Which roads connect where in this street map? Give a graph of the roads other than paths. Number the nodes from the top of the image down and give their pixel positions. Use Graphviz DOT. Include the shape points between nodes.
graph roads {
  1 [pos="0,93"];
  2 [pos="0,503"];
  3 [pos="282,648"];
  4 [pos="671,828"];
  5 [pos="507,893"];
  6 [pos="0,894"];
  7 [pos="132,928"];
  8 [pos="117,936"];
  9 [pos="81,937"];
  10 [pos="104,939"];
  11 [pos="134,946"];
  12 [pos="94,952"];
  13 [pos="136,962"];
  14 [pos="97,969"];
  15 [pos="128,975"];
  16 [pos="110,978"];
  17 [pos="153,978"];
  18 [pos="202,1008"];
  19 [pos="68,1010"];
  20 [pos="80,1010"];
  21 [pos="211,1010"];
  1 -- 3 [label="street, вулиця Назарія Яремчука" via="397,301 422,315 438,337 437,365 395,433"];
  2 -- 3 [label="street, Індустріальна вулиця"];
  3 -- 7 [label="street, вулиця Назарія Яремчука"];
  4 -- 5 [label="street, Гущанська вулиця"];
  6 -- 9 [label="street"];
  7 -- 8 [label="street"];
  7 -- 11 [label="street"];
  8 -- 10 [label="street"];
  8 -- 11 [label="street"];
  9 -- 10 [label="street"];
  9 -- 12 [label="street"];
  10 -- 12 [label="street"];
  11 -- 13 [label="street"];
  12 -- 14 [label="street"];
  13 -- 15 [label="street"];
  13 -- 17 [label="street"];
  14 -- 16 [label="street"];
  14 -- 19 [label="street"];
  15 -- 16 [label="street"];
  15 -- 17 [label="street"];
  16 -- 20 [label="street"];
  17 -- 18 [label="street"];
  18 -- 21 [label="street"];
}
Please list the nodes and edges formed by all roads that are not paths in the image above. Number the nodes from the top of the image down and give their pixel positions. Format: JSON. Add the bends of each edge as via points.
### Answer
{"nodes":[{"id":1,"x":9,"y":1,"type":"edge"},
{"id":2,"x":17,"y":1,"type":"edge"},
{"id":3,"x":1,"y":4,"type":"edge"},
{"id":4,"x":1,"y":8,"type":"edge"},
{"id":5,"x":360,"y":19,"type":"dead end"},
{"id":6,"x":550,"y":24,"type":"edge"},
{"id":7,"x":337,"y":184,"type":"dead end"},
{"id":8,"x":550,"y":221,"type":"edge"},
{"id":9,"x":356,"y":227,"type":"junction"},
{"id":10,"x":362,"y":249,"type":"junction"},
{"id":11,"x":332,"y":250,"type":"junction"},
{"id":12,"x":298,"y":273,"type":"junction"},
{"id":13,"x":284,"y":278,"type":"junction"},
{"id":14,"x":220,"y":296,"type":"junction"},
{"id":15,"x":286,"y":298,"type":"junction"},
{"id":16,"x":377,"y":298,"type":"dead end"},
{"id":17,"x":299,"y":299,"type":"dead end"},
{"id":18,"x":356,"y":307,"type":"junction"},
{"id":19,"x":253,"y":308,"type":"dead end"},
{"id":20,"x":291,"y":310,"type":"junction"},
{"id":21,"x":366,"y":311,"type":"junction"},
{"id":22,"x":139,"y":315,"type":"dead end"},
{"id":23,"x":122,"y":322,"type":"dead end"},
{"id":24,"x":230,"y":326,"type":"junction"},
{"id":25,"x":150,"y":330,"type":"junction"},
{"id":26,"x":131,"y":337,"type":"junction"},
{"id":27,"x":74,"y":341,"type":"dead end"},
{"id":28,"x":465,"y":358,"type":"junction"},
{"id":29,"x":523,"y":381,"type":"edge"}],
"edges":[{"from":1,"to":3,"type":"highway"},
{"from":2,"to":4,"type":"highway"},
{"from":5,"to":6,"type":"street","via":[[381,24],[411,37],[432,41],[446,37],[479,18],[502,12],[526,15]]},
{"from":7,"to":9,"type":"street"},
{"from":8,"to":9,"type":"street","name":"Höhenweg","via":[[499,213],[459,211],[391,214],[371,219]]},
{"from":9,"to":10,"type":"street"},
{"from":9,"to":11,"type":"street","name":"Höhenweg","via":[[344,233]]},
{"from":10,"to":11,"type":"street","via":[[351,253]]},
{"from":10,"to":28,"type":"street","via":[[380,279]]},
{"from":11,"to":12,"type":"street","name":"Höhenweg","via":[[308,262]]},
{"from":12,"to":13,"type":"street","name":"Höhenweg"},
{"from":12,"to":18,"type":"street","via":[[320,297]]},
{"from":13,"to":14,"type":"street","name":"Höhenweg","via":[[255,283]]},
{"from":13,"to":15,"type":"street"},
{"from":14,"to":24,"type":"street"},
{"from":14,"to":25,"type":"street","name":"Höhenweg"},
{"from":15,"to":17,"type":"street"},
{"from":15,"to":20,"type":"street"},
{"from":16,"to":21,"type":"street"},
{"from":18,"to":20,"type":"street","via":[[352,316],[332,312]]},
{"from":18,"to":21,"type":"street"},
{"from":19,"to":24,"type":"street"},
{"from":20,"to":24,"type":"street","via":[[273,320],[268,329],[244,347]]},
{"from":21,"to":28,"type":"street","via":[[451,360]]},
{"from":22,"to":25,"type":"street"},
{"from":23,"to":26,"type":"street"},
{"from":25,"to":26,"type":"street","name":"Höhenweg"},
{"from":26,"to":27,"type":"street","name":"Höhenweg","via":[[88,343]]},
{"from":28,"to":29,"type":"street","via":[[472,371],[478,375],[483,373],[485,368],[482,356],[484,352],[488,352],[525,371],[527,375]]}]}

◆ Exercise instructions
Retype every record above exactly as it appears.

◆ Exercise answer
Which roads connect where in this street map? Give a graph of the roads other than paths. Number the nodes from the top of the image down and give their pixel positions. Use Graphviz DOT. Include the shape points between nodes.
graph roads {
  1 [pos="0,93"];
  2 [pos="0,503"];
  3 [pos="282,648"];
  4 [pos="671,828"];
  5 [pos="507,893"];
  6 [pos="0,894"];
  7 [pos="132,928"];
  8 [pos="117,936"];
  9 [pos="81,937"];
  10 [pos="104,939"];
  11 [pos="134,946"];
  12 [pos="94,952"];
  13 [pos="136,962"];
  14 [pos="97,969"];
  15 [pos="128,975"];
  16 [pos="110,978"];
  17 [pos="153,978"];
  18 [pos="202,1008"];
  19 [pos="68,1010"];
  20 [pos="80,1010"];
  21 [pos="211,1010"];
  1 -- 3 [label="street, вулиця Назарія Яремчука" via="397,301 422,315 438,337 437,365 395,433"];
  2 -- 3 [label="street, Індустріальна вулиця"];
  3 -- 7 [label="street, вулиця Назарія Яремчука"];
  4 -- 5 [label="street, Гущанська вулиця"];
  6 -- 9 [label="street"];
  7 -- 8 [label="street"];
  7 -- 11 [label="street"];
  8 -- 10 [label="street"];
  8 -- 11 [label="street"];
  9 -- 10 [label="street"];
  9 -- 12 [label="street"];
  10 -- 12 [label="street"];
  11 -- 13 [label="street"];
  12 -- 14 [label="street"];
  13 -- 15 [label="street"];
  13 -- 17 [label="street"];
  14 -- 16 [label="street"];
  14 -- 19 [label="street"];
  15 -- 16 [label="street"];
  15 -- 17 [label="street"];
  16 -- 20 [label="street"];
  17 -- 18 [label="street"];
  18 -- 21 [label="street"];
}
Please list the nodes and edges formed by all roads that are not paths in the image above. Number the nodes from the top of the image down and give their pixel positions. Format: JSON. Add the bends of each edge as via points.
### Answer
{"nodes":[{"id":1,"x":9,"y":1,"type":"edge"},
{"id":2,"x":17,"y":1,"type":"edge"},
{"id":3,"x":1,"y":4,"type":"edge"},
{"id":4,"x":1,"y":8,"type":"edge"},
{"id":5,"x":360,"y":19,"type":"dead end"},
{"id":6,"x":550,"y":24,"type":"edge"},
{"id":7,"x":337,"y":184,"type":"dead end"},
{"id":8,"x":550,"y":221,"type":"edge"},
{"id":9,"x":356,"y":227,"type":"junction"},
{"id":10,"x":362,"y":249,"type":"junction"},
{"id":11,"x":332,"y":250,"type":"junction"},
{"id":12,"x":298,"y":273,"type":"junction"},
{"id":13,"x":284,"y":278,"type":"junction"},
{"id":14,"x":220,"y":296,"type":"junction"},
{"id":15,"x":286,"y":298,"type":"junction"},
{"id":16,"x":377,"y":298,"type":"dead end"},
{"id":17,"x":299,"y":299,"type":"dead end"},
{"id":18,"x":356,"y":307,"type":"junction"},
{"id":19,"x":253,"y":308,"type":"dead end"},
{"id":20,"x":291,"y":310,"type":"junction"},
{"id":21,"x":366,"y":311,"type":"junction"},
{"id":22,"x":139,"y":315,"type":"dead end"},
{"id":23,"x":122,"y":322,"type":"dead end"},
{"id":24,"x":230,"y":326,"type":"junction"},
{"id":25,"x":150,"y":330,"type":"junction"},
{"id":26,"x":131,"y":337,"type":"junction"},
{"id":27,"x":74,"y":341,"type":"dead end"},
{"id":28,"x":465,"y":358,"type":"junction"},
{"id":29,"x":523,"y":381,"type":"edge"}],
"edges":[{"from":1,"to":3,"type":"highway"},
{"from":2,"to":4,"type":"highway"},
{"from":5,"to":6,"type":"street","via":[[381,24],[411,37],[432,41],[446,37],[479,18],[502,12],[526,15]]},
{"from":7,"to":9,"type":"street"},
{"from":8,"to":9,"type":"street","name":"Höhenweg","via":[[499,213],[459,211],[391,214],[371,219]]},
{"from":9,"to":10,"type":"street"},
{"from":9,"to":11,"type":"street","name":"Höhenweg","via":[[344,233]]},
{"from":10,"to":11,"type":"street","via":[[351,253]]},
{"from":10,"to":28,"type":"street","via":[[380,279]]},
{"from":11,"to":12,"type":"street","name":"Höhenweg","via":[[308,262]]},
{"from":12,"to":13,"type":"street","name":"Höhenweg"},
{"from":12,"to":18,"type":"street","via":[[320,297]]},
{"from":13,"to":14,"type":"street","name":"Höhenweg","via":[[255,283]]},
{"from":13,"to":15,"type":"street"},
{"from":14,"to":24,"type":"street"},
{"from":14,"to":25,"type":"street","name":"Höhenweg"},
{"from":15,"to":17,"type":"street"},
{"from":15,"to":20,"type":"street"},
{"from":16,"to":21,"type":"street"},
{"from":18,"to":20,"type":"street","via":[[352,316],[332,312]]},
{"from":18,"to":21,"type":"street"},
{"from":19,"to":24,"type":"street"},
{"from":20,"to":24,"type":"street","via":[[273,320],[268,329],[244,347]]},
{"from":21,"to":28,"type":"street","via":[[451,360]]},
{"from":22,"to":25,"type":"street"},
{"from":23,"to":26,"type":"street"},
{"from":25,"to":26,"type":"street","name":"Höhenweg"},
{"from":26,"to":27,"type":"street","name":"Höhenweg","via":[[88,343]]},
{"from":28,"to":29,"type":"street","via":[[472,371],[478,375],[483,373],[485,368],[482,356],[484,352],[488,352],[525,371],[527,375]]}]}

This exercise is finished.